The Lleision's influence was greatest between 1063 and 1081, until they lost control of Gwynedd to a resurgent Second Dynasty of Gwynedd. By 1191, the Kingdom of Powys was divided between the Principality of Powys Fadog in the north and the Principality of Powys Wenwynwyn (roughly modern Montgomeryshire) in the south. The first became a more-or-less loyal vassal of Gwynedd; the latter, one of its main competitors.

Thereafter, they avoided his campaign of extermination against the Welsh Royal Houses and even exchanged their claims to royalty for an English Lordship at the Parliament of Shrewsbury in 1283. They were displaced by the Lords of Mortimers in the early 14th century, until a momentary reascension of the House during the 15th century, following the Welsh Revolt led by the Prince of Wales, Owain Glyndŵr, against Prince Henry and King Henry IV of England, of the Royal House of Lancaster. Glyndwr combined the claims of the Lleision and Cadelling, with links to the Second Dynasty of Gwynedd.

===Welsh Revolt===
The rebellions were supported by the French Royal House of Valois, and were an attempt not only at gaining the independence of Wales, but also the redivision of England to their relatives, the House of Percy and the Mortimers. Despite being crowned as Prince of Wales in 1404, they eventually lost the war to the English forces of Henry IV and Henry V.

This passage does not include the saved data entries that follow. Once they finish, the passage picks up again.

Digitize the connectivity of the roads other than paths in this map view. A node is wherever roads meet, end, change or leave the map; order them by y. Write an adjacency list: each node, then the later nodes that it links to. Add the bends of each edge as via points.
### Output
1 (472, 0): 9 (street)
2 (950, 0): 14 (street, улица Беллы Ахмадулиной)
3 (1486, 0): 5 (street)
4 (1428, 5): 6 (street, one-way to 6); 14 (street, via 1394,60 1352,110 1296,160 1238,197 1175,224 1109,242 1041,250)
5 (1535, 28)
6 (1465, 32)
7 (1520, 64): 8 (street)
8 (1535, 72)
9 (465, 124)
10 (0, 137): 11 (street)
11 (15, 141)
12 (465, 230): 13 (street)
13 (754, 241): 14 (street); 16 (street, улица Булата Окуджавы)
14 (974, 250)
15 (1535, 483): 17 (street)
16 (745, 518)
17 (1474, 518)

Nonetheless, their efforts didn't go in vain, as their rebellion gave rise to the first Welsh Kings of England, the Royal House of Tudor. The Tudors were their cousins on their
mother's side, through the Tudors of Penmynydd, who fought with them during the rebellions, such a Sir Owen Tudor, the second husband of Queen Catherine of France. Glyndŵr was also the wealthiest Welshman in Wales before his downfall in 1415, and captured number of Longshanks's main castles such as Conwy, Harlech and Beaumaris, and besieged Caernarfon.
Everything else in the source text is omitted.